Ces peurs n’ont de sens que si les auteurs estiment qu’un conflit avec la Chine est probable. Bien que cette angoisse exprimée ne soit pas centrale dans les argumentations contestant la position européenne, cette remarque est récurrente et elle n’a rien d’anodine. C’est sans doute elle qui illustre le mieux la logique des auteurs.
Se demander si des armes européennes serviront contre les États-Unis, c’est s’interroger sur l’alignement futur de l’Europe dans un conflit sino-états-unien. La levée de l’embargo vers la Chine marque-t-elle un tournant annonçant la mort des alliances issues de la Guerre froide au profit de nouvelles où les États-Unis seraient perçus par l’Europe comme l’adversaire ?
Derrière l’excuse des Droits de l’homme ou la dénonciation d’une logique mercantile, il semble bien que ce soit la seule vraie question qui vaille.
[1] Voir à ce sujet « La lente construction de l’alliance continentale ? », Voltaire, 25 octobre 2004.
[2] Henry Kissinger « China se afirma como la próxima superpotencia », Clarin, 8 novembre 2004. David M. Lampton (expert des questions extrême orientale au Nixon Center) « China challenge », Boston Globe, 13 mars 2005. Article repris sous le titre « Don’t get mad, get cracking », dans l’International Herald Tribune, 16 mars 2005.

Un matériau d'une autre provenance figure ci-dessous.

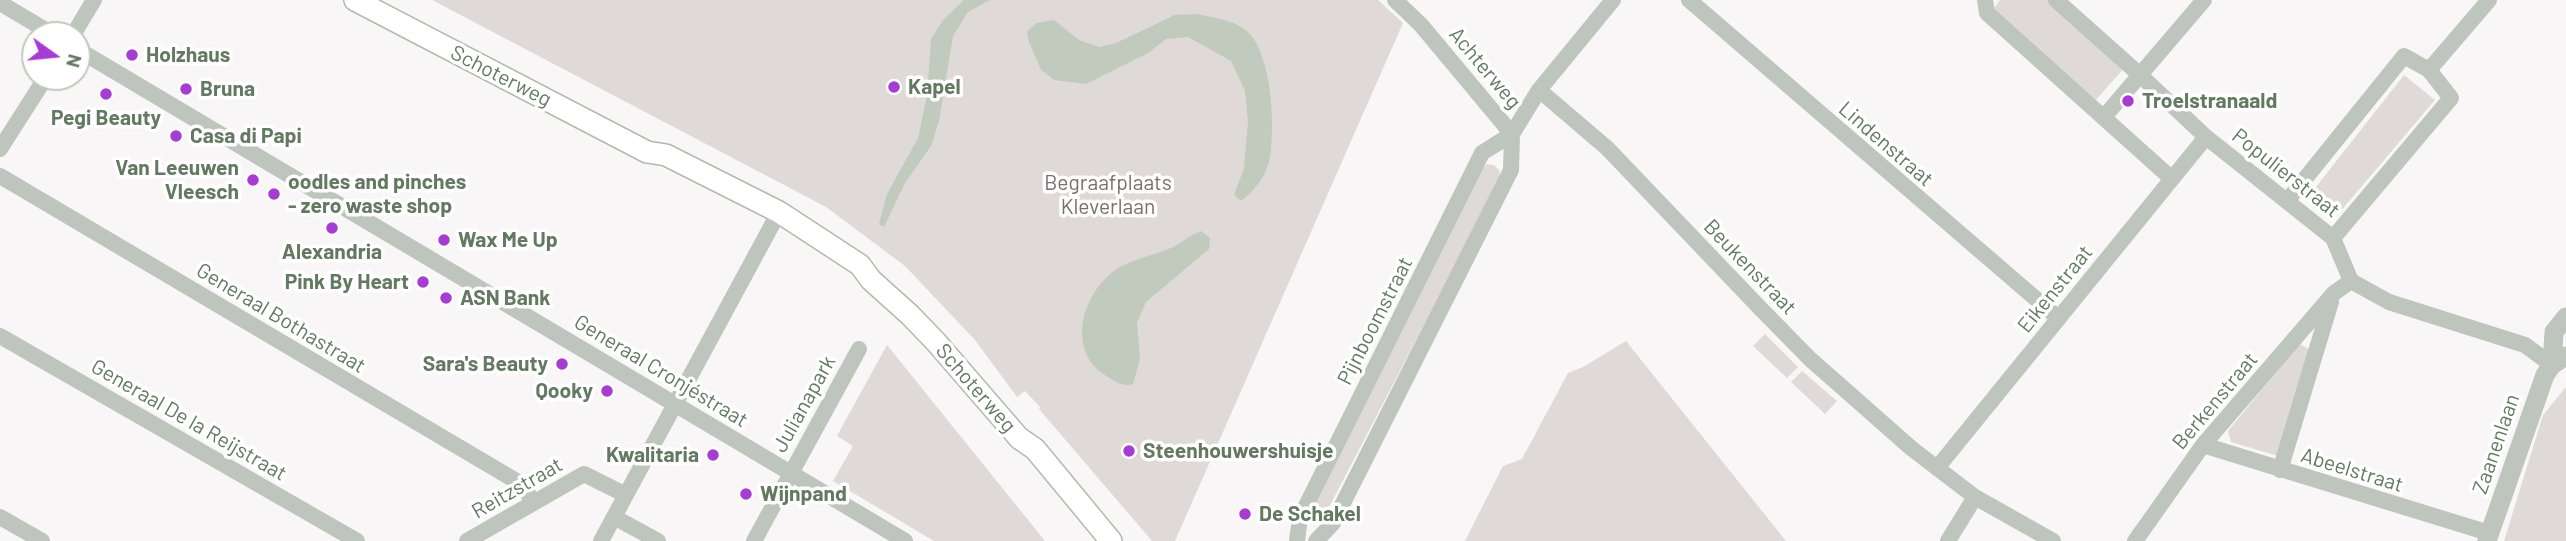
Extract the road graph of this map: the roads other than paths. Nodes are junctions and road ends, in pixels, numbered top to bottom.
1 (94, 0) edge
2 (355, 0) edge
3 (1395, 0) edge
4 (1613, 0) edge
5 (1689, 0) edge
6 (1986, 0) edge
7 (2056, 0) edge
8 (2204, 0) edge
9 (2489, 0) edge
10 (0, 3) edge
11 (30, 21) edge
12 (81, 21) edge
13 (91, 57) edge
14 (2430, 70) junction
15 (2140, 75) junction
16 (1539, 90) junction
17 (37, 91) edge
18 (2104, 117) junction
19 (1512, 134) junction
20 (2206, 137) junction
21 (0, 149) edge
22 (0, 176) edge
23 (2172, 179) junction
24 (2287, 201) junction
25 (775, 218) junction
26 (2333, 238) junction
27 (2351, 281) junction
28 (2334, 293) junction
29 (2057, 317) junction
30 (2566, 317) edge
31 (0, 336) edge
32 (859, 349) dead end
33 (2559, 360) edge
34 (674, 403) junction
35 (1019, 438) junction
36 (2203, 445) junction
37 (1937, 468) junction
38 (2280, 470) junction
39 (790, 473) junction
40 (626, 495) junction
41 (1975, 497) junction
42 (533, 503) junction
43 (0, 517) edge
44 (614, 517) junction
45 (2488, 537) edge
46 (42, 541) edge
47 (357, 541) edge
48 (467, 541) edge
49 (601, 541) edge
50 (658, 541) edge
51 (754, 541) edge
52 (905, 541) edge
53 (1098, 541) edge
54 (1111, 541) edge
55 (1297, 541) edge
56 (1317, 541) edge
57 (1948, 541) edge
58 (2053, 541) edge
59 (2135, 541) edge

1 - 12 street
2 - 25 main road, Schoterweg
3 - 19 street, Achterweg
4 - 16 street, Pijnboomstraat
5 - 29 street, Lindenstraat
6 - 18 street
7 - 15 street, Populierstraat
8 - 15 street
9 - 14 street
10 - 11 street
13 - 34 street, Generaal Cronjéstraat
14 - 24 street
14 - 26 street
15 - 18 street
15 - 20 street, Populierstraat
16 - 19 street, Pijnboomstraat
16 - 37 street, Beukenstraat
17 - 21 street
18 - 23 street
19 - 55 street, Pijnboomstraat
19 - 56 street, Pijnboomstraat
20 - 23 street, Eikenstraat
20 - 24 street, Populierstraat
22 - 42 street, Generaal Bothastraat
23 - 29 street, Eikenstraat
24 - 26 street, Populierstraat
25 - 34 street
25 - 35 main road, Schoterweg
26 - 27 street, Populierstraat
27 - 28 street, Berkenstraat
27 - 33 street
28 - 36 street, Berkenstraat
28 - 38 street
29 - 37 street, Eikenstraat
30 - 33 street, Zaanenlaan
31 - 47 street, Generaal De la Reijstraat
32 - 39 street, Julianapark
33 - 45 street, Zaanenlaan
34 - 39 street, Generaal Cronjéstraat
34 - 40 street
35 - 53 main road, Schoterweg
35 - 54 main road, Schoterweg
36 - 38 street, Abeelstraat
36 - 59 street, Berkenstraat
37 - 41 street, Beukenstraat
38 - 45 street, Abeelstraat
39 - 51 street
39 - 52 street, Julianapark
40 - 42 street, Reitzstraat
40 - 44 street
41 - 57 street
41 - 58 street, Beukenstraat
42 - 48 street, Reitzstraat
43 - 46 street
44 - 49 street
44 - 50 street

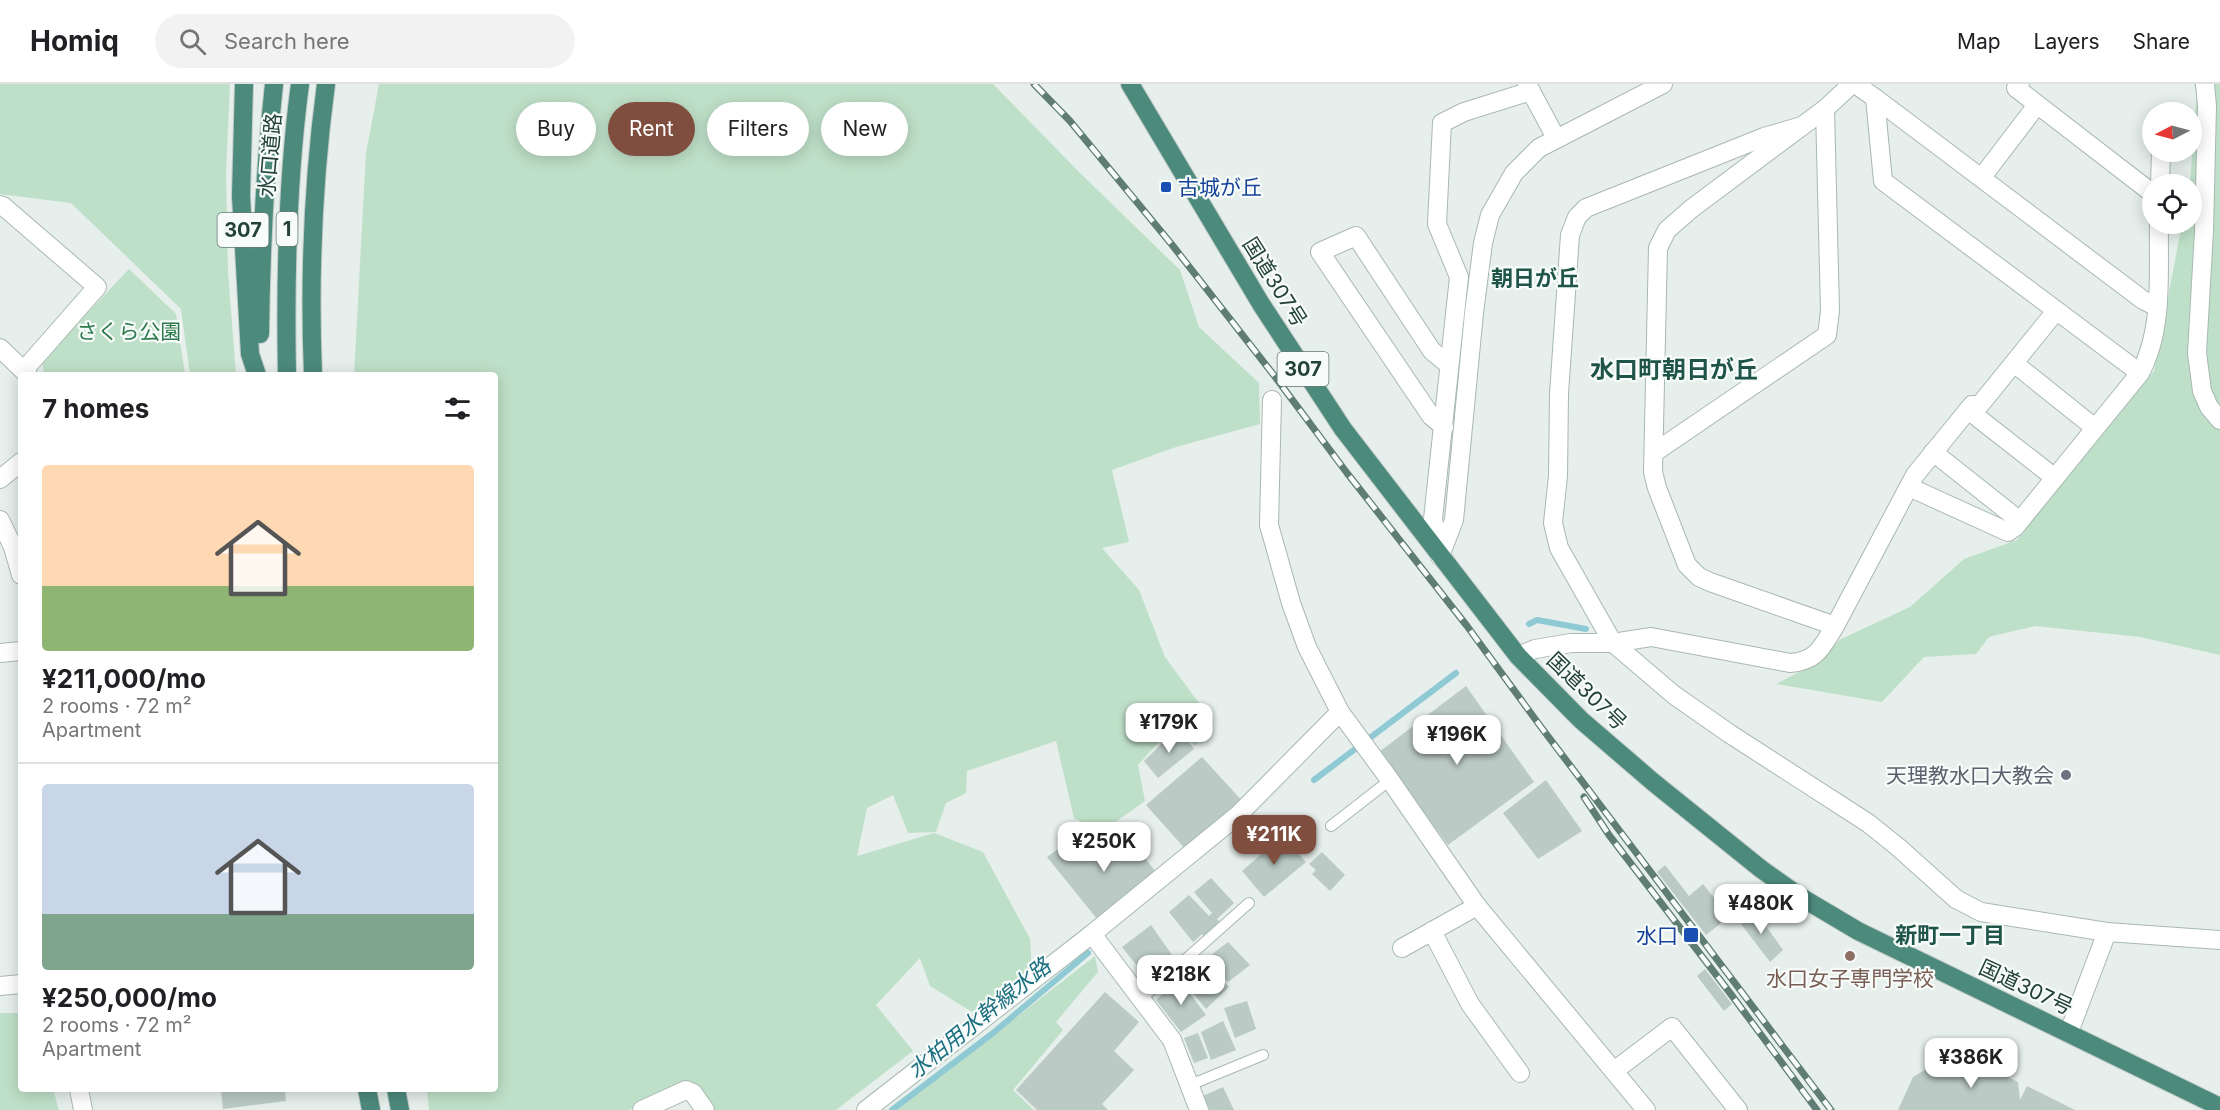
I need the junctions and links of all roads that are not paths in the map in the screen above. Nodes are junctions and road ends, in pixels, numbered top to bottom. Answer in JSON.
{"nodes":[{"id":1,"x":244,"y":84,"type":"edge"},
{"id":2,"x":274,"y":84,"type":"edge"},
{"id":3,"x":300,"y":84,"type":"edge"},
{"id":4,"x":326,"y":84,"type":"edge"},
{"id":5,"x":1663,"y":84,"type":"edge"},
{"id":6,"x":1854,"y":84,"type":"edge"},
{"id":7,"x":2205,"y":84,"type":"edge"},
{"id":8,"x":2015,"y":85,"type":"edge"},
{"id":9,"x":1137,"y":87,"type":"edge"},
{"id":10,"x":1529,"y":87,"type":"edge"},
{"id":11,"x":1875,"y":98,"type":"junction"},
{"id":12,"x":2037,"y":105,"type":"junction"},
{"id":13,"x":1825,"y":109,"type":"junction"},
{"id":14,"x":1802,"y":126,"type":"junction"},
{"id":15,"x":1556,"y":138,"type":"junction"},
{"id":16,"x":1982,"y":177,"type":"junction"},
{"id":17,"x":2142,"y":185,"type":"edge"},
{"id":18,"x":0,"y":206,"type":"edge"},
{"id":19,"x":2159,"y":234,"type":"edge"},
{"id":20,"x":2157,"y":307,"type":"junction"},
{"id":21,"x":2055,"y":311,"type":"junction"},
{"id":22,"x":0,"y":348,"type":"edge"},
{"id":23,"x":2014,"y":364,"type":"junction"},
{"id":24,"x":1449,"y":365,"type":"junction"},
{"id":25,"x":25,"y":372,"type":"edge"},
{"id":26,"x":27,"y":372,"type":"edge"},
{"id":27,"x":258,"y":372,"type":"edge"},
{"id":28,"x":259,"y":372,"type":"edge"},
{"id":29,"x":287,"y":372,"type":"edge"},
{"id":30,"x":313,"y":372,"type":"edge"},
{"id":31,"x":2140,"y":373,"type":"junction"},
{"id":32,"x":1272,"y":400,"type":"dead end"},
{"id":33,"x":1968,"y":410,"type":"junction"},
{"id":34,"x":2220,"y":420,"type":"edge"},
{"id":35,"x":1444,"y":427,"type":"junction"},
{"id":36,"x":2095,"y":428,"type":"junction"},
{"id":37,"x":1655,"y":452,"type":"junction"},
{"id":38,"x":1933,"y":452,"type":"junction"},
{"id":39,"x":18,"y":464,"type":"edge"},
{"id":40,"x":2055,"y":478,"type":"junction"},
{"id":41,"x":0,"y":479,"type":"edge"},
{"id":42,"x":1909,"y":487,"type":"junction"},
{"id":43,"x":0,"y":520,"type":"edge"},
{"id":44,"x":2020,"y":521,"type":"junction"},
{"id":45,"x":1440,"y":556,"type":"junction"},
{"id":46,"x":18,"y":564,"type":"edge"},
{"id":47,"x":1835,"y":626,"type":"junction"},
{"id":48,"x":1613,"y":643,"type":"junction"},
{"id":49,"x":18,"y":651,"type":"edge"},
{"id":50,"x":0,"y":653,"type":"edge"},
{"id":51,"x":1518,"y":656,"type":"junction"},
{"id":52,"x":1340,"y":712,"type":"junction"},
{"id":53,"x":1390,"y":780,"type":"junction"},
{"id":54,"x":1331,"y":826,"type":"dead end"},
{"id":55,"x":1250,"y":903,"type":"dead end"},
{"id":56,"x":1477,"y":906,"type":"junction"},
{"id":57,"x":1432,"y":931,"type":"junction"},
{"id":58,"x":2107,"y":932,"type":"junction"},
{"id":59,"x":1092,"y":934,"type":"junction"},
{"id":60,"x":2220,"y":940,"type":"edge"},
{"id":61,"x":1402,"y":948,"type":"dead end"},
{"id":62,"x":18,"y":984,"type":"edge"},
{"id":63,"x":0,"y":986,"type":"edge"},
{"id":64,"x":1141,"y":999,"type":"junction"},
{"id":65,"x":2069,"y":1032,"type":"junction"},
{"id":66,"x":1263,"y":1055,"type":"dead end"},
{"id":67,"x":1614,"y":1071,"type":"junction"},
{"id":68,"x":1520,"y":1073,"type":"dead end"},
{"id":69,"x":1190,"y":1085,"type":"junction"},
{"id":70,"x":80,"y":1092,"type":"edge"},
{"id":71,"x":368,"y":1092,"type":"edge"},
{"id":72,"x":397,"y":1092,"type":"edge"},
{"id":73,"x":2220,"y":1107,"type":"edge"},
{"id":74,"x":83,"y":1110,"type":"edge"},
{"id":75,"x":371,"y":1110,"type":"edge"},
{"id":76,"x":400,"y":1110,"type":"edge"},
{"id":77,"x":642,"y":1110,"type":"edge"},
{"id":78,"x":705,"y":1110,"type":"edge"},
{"id":79,"x":866,"y":1110,"type":"edge"},
{"id":80,"x":1199,"y":1110,"type":"edge"},
{"id":81,"x":1646,"y":1110,"type":"edge"},
{"id":82,"x":1738,"y":1110,"type":"edge"}],
"edges":[{"from":1,"to":27,"type":"highway","number":"307"},
{"from":2,"to":28,"type":"highway","name":"水口道路","number":"1"},
{"from":3,"to":29,"type":"highway","name":"水口道路","number":"1"},
{"from":4,"to":30,"type":"highway"},
{"from":5,"to":15,"type":"street"},
{"from":6,"to":11,"type":"street"},
{"from":6,"to":13,"type":"street"},
{"from":7,"to":34,"type":"street"},
{"from":8,"to":12,"type":"street"},
{"from":9,"to":45,"type":"highway","name":"国道307号","number":"307"},
{"from":10,"to":15,"type":"street"},
{"from":10,"to":24,"type":"street"},
{"from":11,"to":16,"type":"street"},
{"from":11,"to":21,"type":"street"},
{"from":12,"to":16,"type":"street"},
{"from":12,"to":17,"type":"street"},
{"from":13,"to":14,"type":"street"},
{"from":13,"to":37,"type":"street"},
{"from":14,"to":37,"type":"street"},
{"from":14,"to":48,"type":"street"},
{"from":15,"to":45,"type":"street"},
{"from":16,"to":20,"type":"street"},
{"from":18,"to":26,"type":"street"},
{"from":19,"to":20,"type":"street"},
{"from":20,"to":31,"type":"street"},
{"from":21,"to":23,"type":"street"},
{"from":21,"to":31,"type":"street"},
{"from":22,"to":25,"type":"street"},
{"from":23,"to":33,"type":"street"},
{"from":23,"to":36,"type":"street"},
{"from":24,"to":35,"type":"street"},
{"from":24,"to":35,"type":"street"},
{"from":31,"to":36,"type":"street"},
{"from":32,"to":52,"type":"street"},
{"from":33,"to":38,"type":"street"},
{"from":33,"to":40,"type":"street"},
{"from":35,"to":45,"type":"street"},
{"from":36,"to":40,"type":"street"},
{"from":37,"to":47,"type":"street"},
{"from":38,"to":42,"type":"street"},
{"from":38,"to":44,"type":"street"},
{"from":39,"to":41,"type":"street"},
{"from":40,"to":44,"type":"street"},
{"from":42,"to":44,"type":"street"},
{"from":42,"to":47,"type":"street"},
{"from":43,"to":46,"type":"street"},
{"from":45,"to":51,"type":"highway","name":"国道307号","number":"307"},
{"from":47,"to":48,"type":"street"},
{"from":48,"to":51,"type":"street"},
{"from":48,"to":58,"type":"street"},
{"from":49,"to":50,"type":"street"},
{"from":51,"to":65,"type":"highway","name":"国道307号","number":"307"},
{"from":52,"to":53,"type":"street"},
{"from":52,"to":59,"type":"street"},
{"from":53,"to":54,"type":"lane"},
{"from":53,"to":56,"type":"street"},
{"from":55,"to":64,"type":"lane"},
{"from":56,"to":57,"type":"street"},
{"from":56,"to":67,"type":"street"},
{"from":57,"to":61,"type":"street"},
{"from":57,"to":68,"type":"street"},
{"from":58,"to":60,"type":"street"},
{"from":58,"to":65,"type":"street"},
{"from":59,"to":64,"type":"street"},
{"from":59,"to":79,"type":"street"},
{"from":62,"to":63,"type":"street"},
{"from":64,"to":69,"type":"street"},
{"from":65,"to":73,"type":"highway","name":"国道307号","number":"307"},
{"from":66,"to":69,"type":"lane"},
{"from":67,"to":81,"type":"street"},
{"from":67,"to":82,"type":"street"},
{"from":69,"to":80,"type":"street"},
{"from":70,"to":74,"type":"street"},
{"from":71,"to":75,"type":"highway"},
{"from":72,"to":76,"type":"highway"},
{"from":77,"to":78,"type":"street"}]}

[3] Dan Blumenthal, expert de la Chine à l’Américan Enterprise Institute et ancien conseiller de Donald Rumsfeld donne une vision assez typique de la lecture états-unienne de la politique chinoise dans son article « Unhelpful China », Washington Post, 6 décembre 2004.
[4] Interview accordée par M. Jacques Chirac au quotidien japonais Asahi Shimbun, Services de presse de l’Élysée, 21 mars 2005.
[5] « Freiheit ist mehr als nur Gewerbefreiheit », Die Zeit, 31 mars 2005.
[6] « Sie können mich ja zum Rücktritt auffordern ! », Die Zeit, 6 avril 2005.
[7] Jean-Pierre Cabestan, chercheur au CNRS, estimait au moment de la visite de Jacques Chirac en Chine que la France par son attitude divisait le camp occidental face à la Chine alors que l’espérance de vie du régime communiste était courte. « Chirac in China : Behind a warm embrace, serious questions », International Herald Tribune, 14 octobre 2004.
[8] Per Ahlmark a publié son texte tout d’abord sous le titre « Lifting weapons ban on China could spark Asian arms race », dans le Taipei Times le 24 mars 2005, puis dans le Jerusalem Post du 30 mars 2005 sous le titre « Guns and poses ».
[9] « Français, ouvrez les yeux ! », par Yu Jie, Ding Zilin et Liu Xiaobo, Le Figaro, 21 mars 2005.
[10] « French perfidy must be challenged », Taipei Times, 14 mars 2005. Cet éditorial a été suivi le 15 mars par la publication d’une série de lettres de lecteurs, pour la plupart approuvant le fond du propos.
[11] Philip H. Gordon et James B. Steinberg, « Selling arms to China : If Europe has to do it, here’s how », International Herald Tribune, 18 mars 2005.
[12] Cité dans « Washington met en garde l’Europe contre la levée de l’embargo imposé à la Chine », Le Monde, 6 avril 2005.